Es ist ein wenig her, seit Disney das letzte Mal einen großen Live Action-Film veröffentlicht hat, der nicht auf einer Zeichentrickvorlage aus dem eigenen Haus beruhte.  “Der Nussknacker und die vier Reiche”, basierend auf der Erzählung von E.T.A. Hoffmann und dem Ballet von Tschaikowski, ist ein aufwendig inszeniertes und hochkarätig besetztes Fantasyspektakel. 

Erzählt wird die Geschichte der jungen Clara, die durch eine Spieluhr in ein märchenhaftes Land gerät, das von dunklen Mächten bedroht wird. 

Diese Filmadaption der Geschichte ist nicht die Neuerfindung des Rades, aber sie macht Spaß, ist visuell großartig, und strahlt Magie und Wärme aus.

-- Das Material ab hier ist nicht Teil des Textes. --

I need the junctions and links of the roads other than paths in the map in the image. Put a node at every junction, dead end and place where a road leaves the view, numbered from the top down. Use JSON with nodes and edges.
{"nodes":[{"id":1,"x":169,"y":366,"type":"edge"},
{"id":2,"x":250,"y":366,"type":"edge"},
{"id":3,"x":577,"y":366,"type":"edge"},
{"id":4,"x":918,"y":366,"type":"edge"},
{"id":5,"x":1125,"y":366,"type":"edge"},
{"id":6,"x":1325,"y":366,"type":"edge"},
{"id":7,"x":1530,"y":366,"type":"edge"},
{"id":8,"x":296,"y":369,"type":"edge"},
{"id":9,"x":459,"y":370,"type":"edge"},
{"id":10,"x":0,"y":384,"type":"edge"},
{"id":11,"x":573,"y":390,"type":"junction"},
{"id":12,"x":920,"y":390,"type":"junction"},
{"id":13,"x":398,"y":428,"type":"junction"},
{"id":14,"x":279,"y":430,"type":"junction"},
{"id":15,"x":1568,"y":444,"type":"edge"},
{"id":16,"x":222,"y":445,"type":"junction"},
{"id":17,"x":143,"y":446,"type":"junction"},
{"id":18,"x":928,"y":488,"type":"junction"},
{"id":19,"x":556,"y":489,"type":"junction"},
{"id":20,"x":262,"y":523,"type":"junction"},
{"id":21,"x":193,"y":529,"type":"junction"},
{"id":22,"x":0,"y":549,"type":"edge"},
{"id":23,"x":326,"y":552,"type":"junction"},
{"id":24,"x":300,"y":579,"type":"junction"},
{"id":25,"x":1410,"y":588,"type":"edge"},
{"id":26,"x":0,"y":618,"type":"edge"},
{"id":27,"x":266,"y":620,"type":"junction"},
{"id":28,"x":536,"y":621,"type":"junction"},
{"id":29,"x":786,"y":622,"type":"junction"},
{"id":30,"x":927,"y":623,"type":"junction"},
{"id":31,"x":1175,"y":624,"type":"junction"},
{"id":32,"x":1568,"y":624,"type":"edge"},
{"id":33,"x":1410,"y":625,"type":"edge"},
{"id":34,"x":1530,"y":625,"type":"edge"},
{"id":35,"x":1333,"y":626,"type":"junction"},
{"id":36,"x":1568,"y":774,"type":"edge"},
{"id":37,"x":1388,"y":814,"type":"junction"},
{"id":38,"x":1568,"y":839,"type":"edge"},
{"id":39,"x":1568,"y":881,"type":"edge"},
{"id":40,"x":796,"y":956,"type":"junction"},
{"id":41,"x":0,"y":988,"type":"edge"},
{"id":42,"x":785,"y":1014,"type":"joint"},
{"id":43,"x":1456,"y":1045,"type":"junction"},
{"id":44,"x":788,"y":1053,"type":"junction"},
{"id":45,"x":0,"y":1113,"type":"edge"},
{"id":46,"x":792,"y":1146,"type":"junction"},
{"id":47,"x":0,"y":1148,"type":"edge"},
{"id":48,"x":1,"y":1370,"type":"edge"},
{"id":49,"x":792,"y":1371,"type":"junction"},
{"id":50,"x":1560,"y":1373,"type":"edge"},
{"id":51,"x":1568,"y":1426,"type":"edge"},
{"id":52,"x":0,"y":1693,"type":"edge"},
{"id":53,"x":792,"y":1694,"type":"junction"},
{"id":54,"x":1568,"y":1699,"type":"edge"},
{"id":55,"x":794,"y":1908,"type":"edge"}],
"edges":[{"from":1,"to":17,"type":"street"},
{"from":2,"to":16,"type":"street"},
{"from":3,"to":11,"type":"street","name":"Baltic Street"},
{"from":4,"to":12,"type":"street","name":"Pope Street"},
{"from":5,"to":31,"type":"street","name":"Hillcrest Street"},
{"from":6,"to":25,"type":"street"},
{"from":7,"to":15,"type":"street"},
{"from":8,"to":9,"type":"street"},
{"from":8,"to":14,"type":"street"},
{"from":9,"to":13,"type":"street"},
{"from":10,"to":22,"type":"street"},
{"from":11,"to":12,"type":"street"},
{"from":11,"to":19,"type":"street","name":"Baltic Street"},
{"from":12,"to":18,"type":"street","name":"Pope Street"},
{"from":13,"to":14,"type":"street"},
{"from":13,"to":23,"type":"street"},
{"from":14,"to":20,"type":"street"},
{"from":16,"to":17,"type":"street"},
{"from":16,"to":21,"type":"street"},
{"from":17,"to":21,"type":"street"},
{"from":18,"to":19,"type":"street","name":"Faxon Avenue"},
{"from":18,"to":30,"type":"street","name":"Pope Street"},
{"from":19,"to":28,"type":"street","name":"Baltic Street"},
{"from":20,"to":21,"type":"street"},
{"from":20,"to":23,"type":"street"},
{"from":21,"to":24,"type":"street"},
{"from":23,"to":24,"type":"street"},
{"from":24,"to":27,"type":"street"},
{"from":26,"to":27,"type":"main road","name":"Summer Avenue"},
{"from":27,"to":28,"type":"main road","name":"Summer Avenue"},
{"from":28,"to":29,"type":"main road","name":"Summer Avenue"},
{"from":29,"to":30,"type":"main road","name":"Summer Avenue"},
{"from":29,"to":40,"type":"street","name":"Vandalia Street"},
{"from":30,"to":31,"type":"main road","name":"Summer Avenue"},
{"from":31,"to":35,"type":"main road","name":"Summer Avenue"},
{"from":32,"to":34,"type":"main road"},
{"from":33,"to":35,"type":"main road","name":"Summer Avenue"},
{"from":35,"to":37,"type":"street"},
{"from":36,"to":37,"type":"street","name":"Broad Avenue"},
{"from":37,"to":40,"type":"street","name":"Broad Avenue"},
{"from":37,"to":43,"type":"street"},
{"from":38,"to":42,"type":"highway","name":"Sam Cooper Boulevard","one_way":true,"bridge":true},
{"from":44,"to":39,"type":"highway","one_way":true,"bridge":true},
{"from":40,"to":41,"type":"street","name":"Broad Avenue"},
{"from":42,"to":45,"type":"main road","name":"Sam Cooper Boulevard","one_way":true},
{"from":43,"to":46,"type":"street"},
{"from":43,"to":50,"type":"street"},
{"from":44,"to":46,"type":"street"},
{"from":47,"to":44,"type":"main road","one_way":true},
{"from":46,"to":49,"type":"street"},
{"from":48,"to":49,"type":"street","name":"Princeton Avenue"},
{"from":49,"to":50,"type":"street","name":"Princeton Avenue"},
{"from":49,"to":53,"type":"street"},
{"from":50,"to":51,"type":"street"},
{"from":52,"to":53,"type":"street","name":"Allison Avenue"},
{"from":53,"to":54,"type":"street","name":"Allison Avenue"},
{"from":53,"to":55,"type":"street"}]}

Und manchmal ist das auch einfach alles, was ich mir von einem Film erhoffe.

Hugo Cabret

Hugo Cabret

Ein Film, der meiner Meinung nach viel zu wenig Liebe und Hype bekommen hat. Unter der Regie von Martin Scorsese taucht der Film in die magische Welt des 14jährigen Hugo Cabret ein, der 1931 in einem Pariser Bahnhof lebt und dort die große Uhr in Betrieb hält. 

Klingt erstmal nicht so spannend, gebe ich zu. Aber wenn ihr es noch nicht getan habt, solltet ihr Hugo Cabret unbedingt eine Chance geben. Der Film sprüht geradezu über vor Magie, liebevollen Details und Gemütlichkeit. Und ganz nebenbei wird eine wunder-, wunderschöne Geschichte erzählt und ich glaube, ich muss den Film zwischen den Jahren auch dringend noch einmal gucken. Für den kleinen Schuss Magie.

P.S.: Fans der Serie „Sex Education“ wird der Darsteller des jungen Hugo – Asa Butterfield – ziemlich bekannt vorkommen. (Auch wenn er für mich immer Mordred bleiben wird. Nur, dass ihr es wisst.)

Habt ihr noch was?

Das war’s von meiner Seite aus. Ich hoffe, ihr konntet ein bisschen Inspiration mitnehmen und wenn ihr eurerseits noch Filmempfehlungen habt – immer her damit! Was fehlt auf dieser Liste noch?